Once the pictures are removed, restate the listing word for word.

_EXCERPTED RECORDS_
= Beginning of Section =
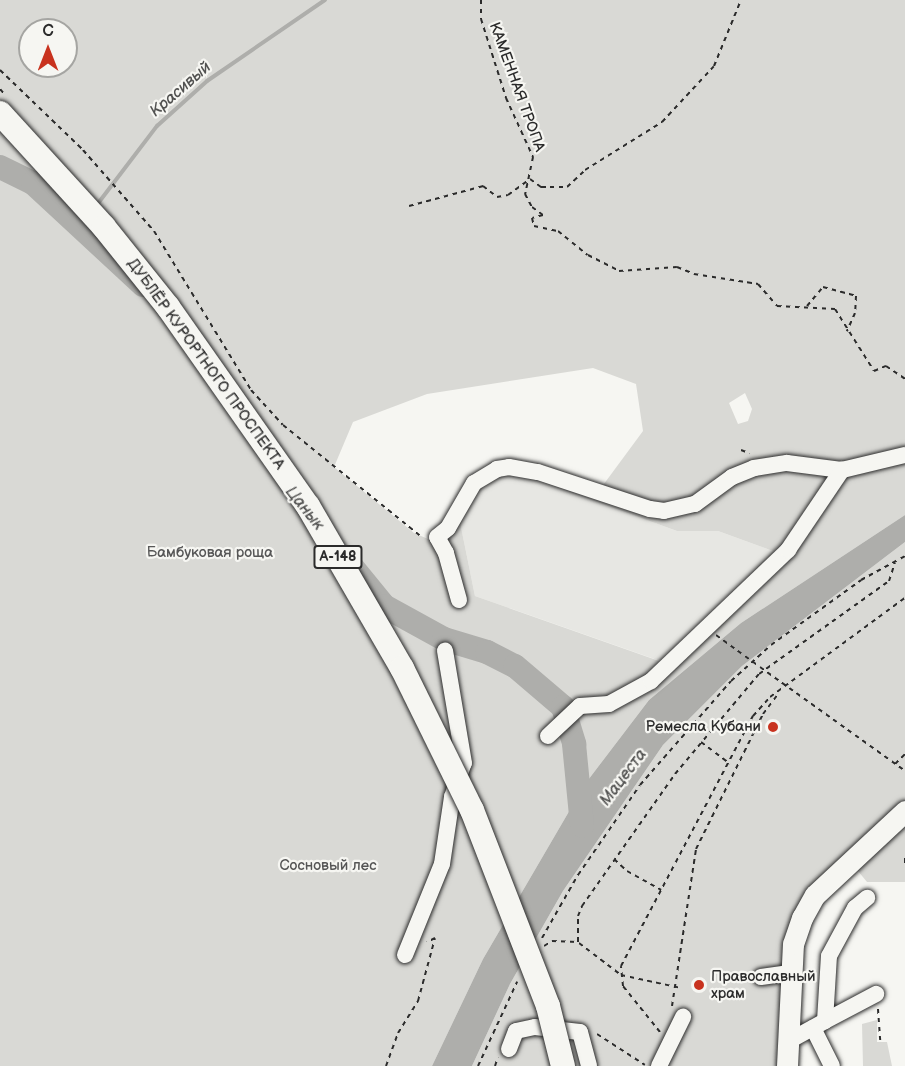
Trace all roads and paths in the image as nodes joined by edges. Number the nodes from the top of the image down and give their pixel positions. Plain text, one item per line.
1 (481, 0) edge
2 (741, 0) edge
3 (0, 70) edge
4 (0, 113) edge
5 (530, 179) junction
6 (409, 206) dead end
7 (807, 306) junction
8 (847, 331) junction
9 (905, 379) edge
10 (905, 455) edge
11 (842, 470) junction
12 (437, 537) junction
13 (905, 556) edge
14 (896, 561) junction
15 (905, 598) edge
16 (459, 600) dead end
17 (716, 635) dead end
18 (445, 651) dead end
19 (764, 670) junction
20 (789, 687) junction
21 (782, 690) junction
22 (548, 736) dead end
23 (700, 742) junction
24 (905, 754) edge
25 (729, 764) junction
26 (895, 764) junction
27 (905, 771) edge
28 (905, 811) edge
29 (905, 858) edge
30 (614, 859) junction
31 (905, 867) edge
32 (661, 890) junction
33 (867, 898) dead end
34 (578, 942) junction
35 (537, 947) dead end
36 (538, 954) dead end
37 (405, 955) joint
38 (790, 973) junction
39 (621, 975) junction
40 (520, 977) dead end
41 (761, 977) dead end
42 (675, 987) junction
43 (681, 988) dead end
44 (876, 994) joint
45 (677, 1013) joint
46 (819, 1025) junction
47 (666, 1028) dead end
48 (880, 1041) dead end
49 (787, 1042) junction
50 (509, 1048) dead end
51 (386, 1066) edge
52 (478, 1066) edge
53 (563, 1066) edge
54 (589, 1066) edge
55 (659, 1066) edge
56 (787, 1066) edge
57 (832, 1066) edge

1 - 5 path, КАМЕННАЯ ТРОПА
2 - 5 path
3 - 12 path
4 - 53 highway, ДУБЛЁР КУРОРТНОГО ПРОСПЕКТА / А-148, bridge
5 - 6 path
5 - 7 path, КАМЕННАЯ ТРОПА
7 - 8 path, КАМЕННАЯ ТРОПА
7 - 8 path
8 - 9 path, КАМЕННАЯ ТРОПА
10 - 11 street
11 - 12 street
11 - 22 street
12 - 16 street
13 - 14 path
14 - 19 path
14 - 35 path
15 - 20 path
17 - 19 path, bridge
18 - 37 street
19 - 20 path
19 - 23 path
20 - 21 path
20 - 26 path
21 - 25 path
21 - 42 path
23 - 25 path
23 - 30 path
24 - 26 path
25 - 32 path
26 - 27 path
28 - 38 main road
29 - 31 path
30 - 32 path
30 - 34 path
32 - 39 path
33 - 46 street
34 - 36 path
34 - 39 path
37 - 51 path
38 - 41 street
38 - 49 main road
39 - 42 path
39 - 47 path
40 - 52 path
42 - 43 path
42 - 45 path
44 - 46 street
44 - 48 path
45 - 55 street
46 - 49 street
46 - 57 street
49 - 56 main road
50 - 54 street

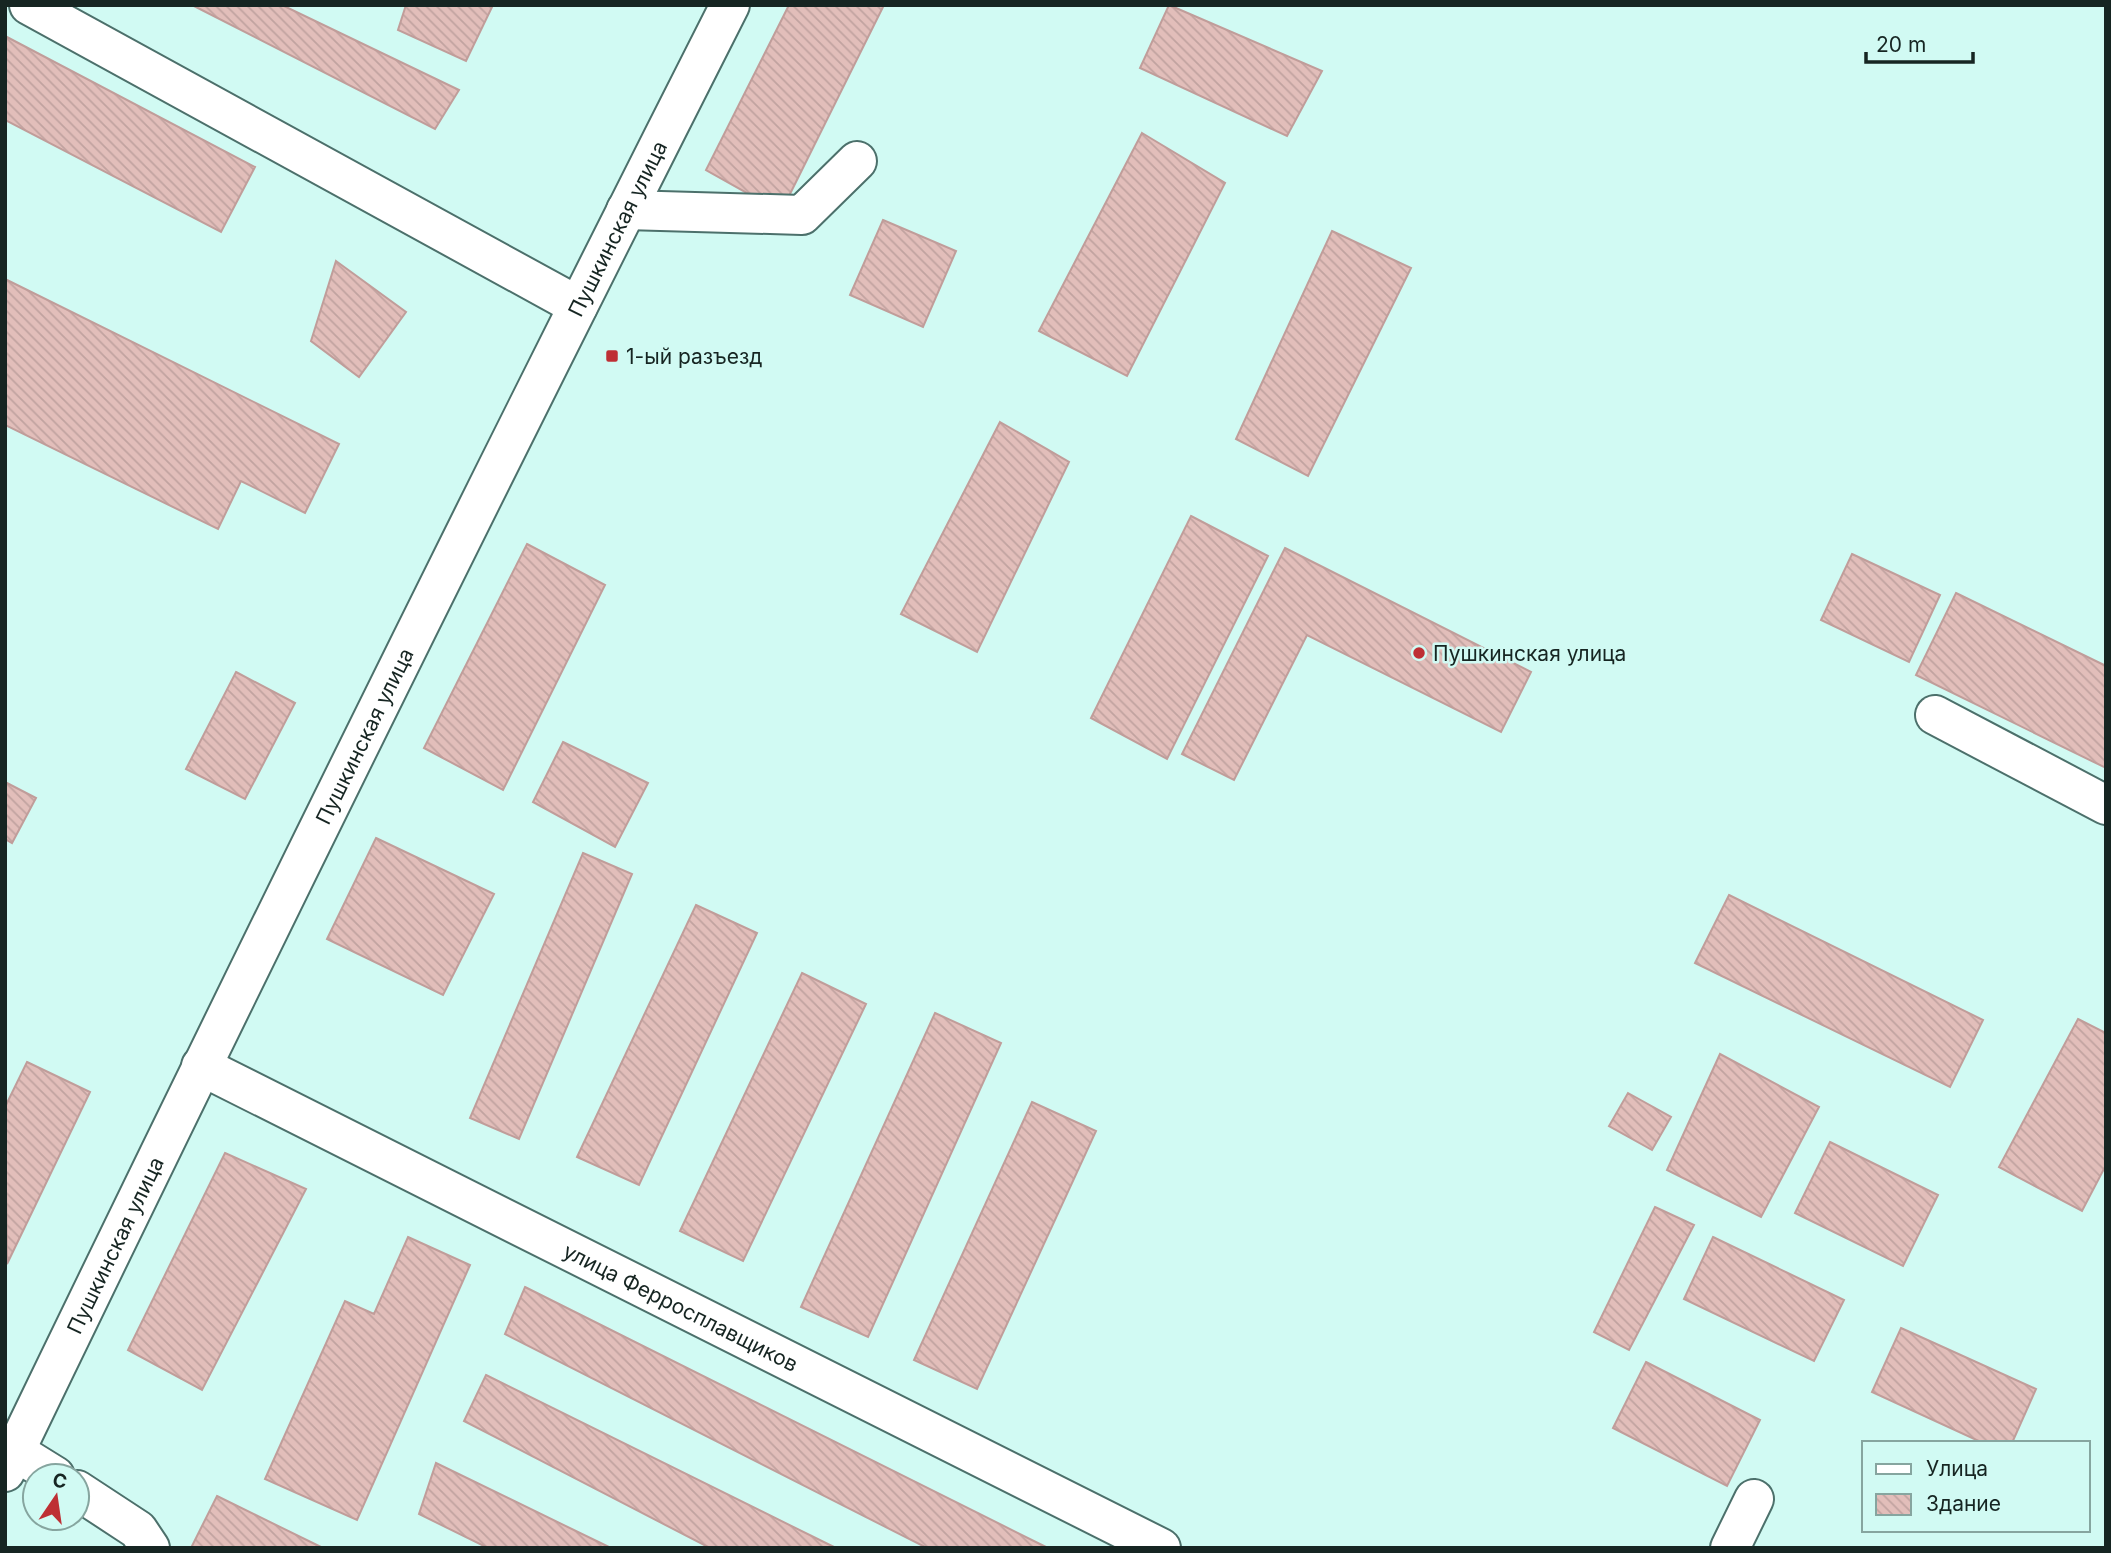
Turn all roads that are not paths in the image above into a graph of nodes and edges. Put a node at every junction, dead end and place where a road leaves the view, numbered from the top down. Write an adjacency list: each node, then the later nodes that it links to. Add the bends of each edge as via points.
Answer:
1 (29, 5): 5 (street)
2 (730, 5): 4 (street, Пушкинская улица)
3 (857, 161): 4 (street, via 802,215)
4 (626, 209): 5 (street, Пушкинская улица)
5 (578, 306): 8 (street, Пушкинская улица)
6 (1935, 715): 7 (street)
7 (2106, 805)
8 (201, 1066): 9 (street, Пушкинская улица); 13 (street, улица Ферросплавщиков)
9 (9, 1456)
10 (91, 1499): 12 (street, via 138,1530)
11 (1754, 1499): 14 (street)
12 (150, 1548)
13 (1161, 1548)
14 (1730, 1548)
= End of Section =
_RESULT OF THE TASK_
Trace all roads and paths in the image as nodes joined by edges. Number the nodes from the top of the image down and give their pixel positions. Plain text, one item per line.
1 (481, 0) edge
2 (741, 0) edge
3 (0, 70) edge
4 (0, 113) edge
5 (530, 179) junction
6 (409, 206) dead end
7 (807, 306) junction
8 (847, 331) junction
9 (905, 379) edge
10 (905, 455) edge
11 (842, 470) junction
12 (437, 537) junction
13 (905, 556) edge
14 (896, 561) junction
15 (905, 598) edge
16 (459, 600) dead end
17 (716, 635) dead end
18 (445, 651) dead end
19 (764, 670) junction
20 (789, 687) junction
21 (782, 690) junction
22 (548, 736) dead end
23 (700, 742) junction
24 (905, 754) edge
25 (729, 764) junction
26 (895, 764) junction
27 (905, 771) edge
28 (905, 811) edge
29 (905, 858) edge
30 (614, 859) junction
31 (905, 867) edge
32 (661, 890) junction
33 (867, 898) dead end
34 (578, 942) junction
35 (537, 947) dead end
36 (538, 954) dead end
37 (405, 955) joint
38 (790, 973) junction
39 (621, 975) junction
40 (520, 977) dead end
41 (761, 977) dead end
42 (675, 987) junction
43 (681, 988) dead end
44 (876, 994) joint
45 (677, 1013) joint
46 (819, 1025) junction
47 (666, 1028) dead end
48 (880, 1041) dead end
49 (787, 1042) junction
50 (509, 1048) dead end
51 (386, 1066) edge
52 (478, 1066) edge
53 (563, 1066) edge
54 (589, 1066) edge
55 (659, 1066) edge
56 (787, 1066) edge
57 (832, 1066) edge

1 - 5 path, КАМЕННАЯ ТРОПА
2 - 5 path
3 - 12 path
4 - 53 highway, ДУБЛЁР КУРОРТНОГО ПРОСПЕКТА / А-148, bridge
5 - 6 path
5 - 7 path, КАМЕННАЯ ТРОПА
7 - 8 path, КАМЕННАЯ ТРОПА
7 - 8 path
8 - 9 path, КАМЕННАЯ ТРОПА
10 - 11 street
11 - 12 street
11 - 22 street
12 - 16 street
13 - 14 path
14 - 19 path
14 - 35 path
15 - 20 path
17 - 19 path, bridge
18 - 37 street
19 - 20 path
19 - 23 path
20 - 21 path
20 - 26 path
21 - 25 path
21 - 42 path
23 - 25 path
23 - 30 path
24 - 26 path
25 - 32 path
26 - 27 path
28 - 38 main road
29 - 31 path
30 - 32 path
30 - 34 path
32 - 39 path
33 - 46 street
34 - 36 path
34 - 39 path
37 - 51 path
38 - 41 street
38 - 49 main road
39 - 42 path
39 - 47 path
40 - 52 path
42 - 43 path
42 - 45 path
44 - 46 street
44 - 48 path
45 - 55 street
46 - 49 street
46 - 57 street
49 - 56 main road
50 - 54 street

Turn all roads that are not paths in the image above into a graph of nodes and edges. Put a node at every junction, dead end and place where a road leaves the view, numbered from the top down. Write an adjacency list: each node, then the later nodes that it links to. Add the bends of each edge as via points.
Answer:
1 (29, 5): 5 (street)
2 (730, 5): 4 (street, Пушкинская улица)
3 (857, 161): 4 (street, via 802,215)
4 (626, 209): 5 (street, Пушкинская улица)
5 (578, 306): 8 (street, Пушкинская улица)
6 (1935, 715): 7 (street)
7 (2106, 805)
8 (201, 1066): 9 (street, Пушкинская улица); 13 (street, улица Ферросплавщиков)
9 (9, 1456)
10 (91, 1499): 12 (street, via 138,1530)
11 (1754, 1499): 14 (street)
12 (150, 1548)
13 (1161, 1548)
14 (1730, 1548)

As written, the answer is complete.